+++ Task material +++

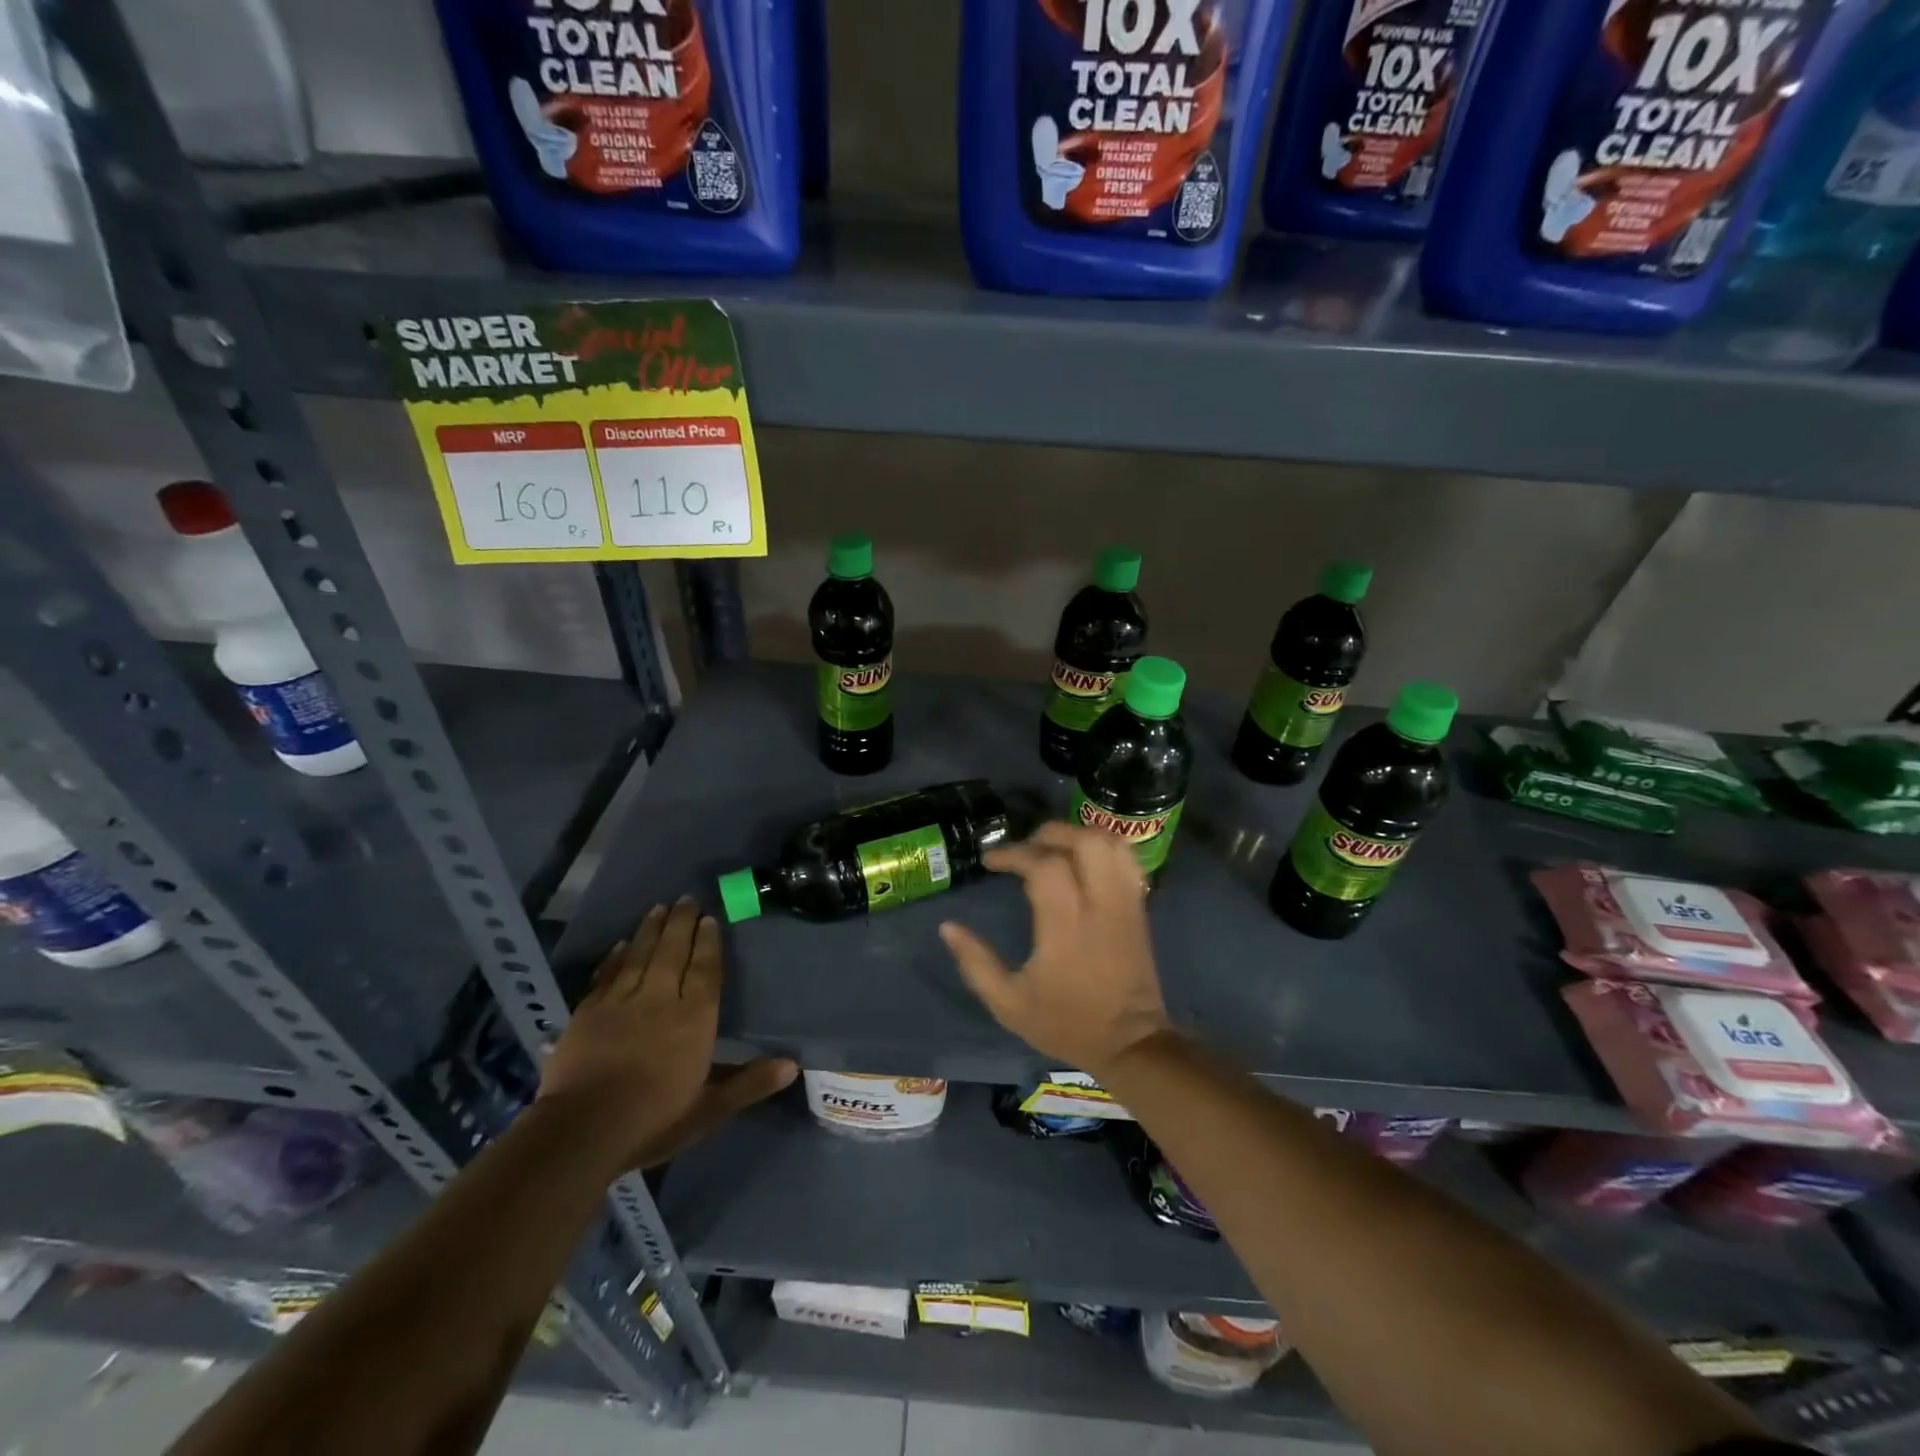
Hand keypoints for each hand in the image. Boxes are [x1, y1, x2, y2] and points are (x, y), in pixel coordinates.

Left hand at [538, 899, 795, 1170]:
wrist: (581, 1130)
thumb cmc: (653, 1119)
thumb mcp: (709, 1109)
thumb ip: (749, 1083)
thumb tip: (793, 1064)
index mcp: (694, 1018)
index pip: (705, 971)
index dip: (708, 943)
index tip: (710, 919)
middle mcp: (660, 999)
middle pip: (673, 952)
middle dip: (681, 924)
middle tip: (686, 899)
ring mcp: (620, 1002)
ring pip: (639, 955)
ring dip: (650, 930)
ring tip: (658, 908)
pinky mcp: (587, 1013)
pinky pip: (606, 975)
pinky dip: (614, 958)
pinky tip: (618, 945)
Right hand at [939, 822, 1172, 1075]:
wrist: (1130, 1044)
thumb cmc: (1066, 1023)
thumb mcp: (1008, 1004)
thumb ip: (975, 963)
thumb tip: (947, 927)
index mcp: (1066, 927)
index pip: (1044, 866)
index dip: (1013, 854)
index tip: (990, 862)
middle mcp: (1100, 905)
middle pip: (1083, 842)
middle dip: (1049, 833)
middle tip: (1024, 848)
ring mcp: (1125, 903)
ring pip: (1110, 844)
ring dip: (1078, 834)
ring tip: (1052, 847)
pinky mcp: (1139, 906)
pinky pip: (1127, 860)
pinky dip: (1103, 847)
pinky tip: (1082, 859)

+++

## Task requirements
Every line above is to be duplicated exactly; no picture should be carried over.

## Answer to the problem
Hand keypoints for each hand in the image. Boxes are [x1, y1, x2, y2] and points are (x, y), in pixel coordinates.

Left hand at [538, 899, 795, 1170]:
wrist: (581, 1130)
thumb cmc: (653, 1119)
thumb mcp: (709, 1109)
thumb ip: (749, 1083)
thumb tip: (793, 1064)
index mcp: (694, 1018)
index pip: (705, 971)
index dip: (708, 943)
index tip: (710, 919)
middle mcp: (660, 999)
middle pip: (673, 952)
middle dip: (681, 924)
middle tip: (686, 899)
ring mcp: (620, 1002)
ring pip: (639, 955)
ring dip: (650, 930)
ring tip: (658, 908)
pinky mcp: (587, 1013)
pinky pip: (606, 975)
pinky dip: (614, 958)
pinky tip: (618, 945)
Right hand at [939, 822, 1172, 1075]:
wrist: (1130, 1044)
thumb cmc: (1066, 1023)
thumb mcp: (1008, 1004)
thumb ip: (975, 963)
thumb tip: (947, 927)
index mcp: (1066, 927)
index pip: (1044, 866)
index dip: (1013, 854)
index tip: (990, 862)
middle mcp: (1100, 905)
middle pip: (1083, 842)
middle dip: (1049, 833)
middle tip: (1024, 848)
ring mcp: (1125, 903)
ring pip: (1110, 844)
ring dip: (1078, 834)
ring tip: (1052, 847)
pinky mcp: (1139, 906)
pinky pip: (1127, 860)
pinky dip: (1103, 847)
pinky tip: (1082, 859)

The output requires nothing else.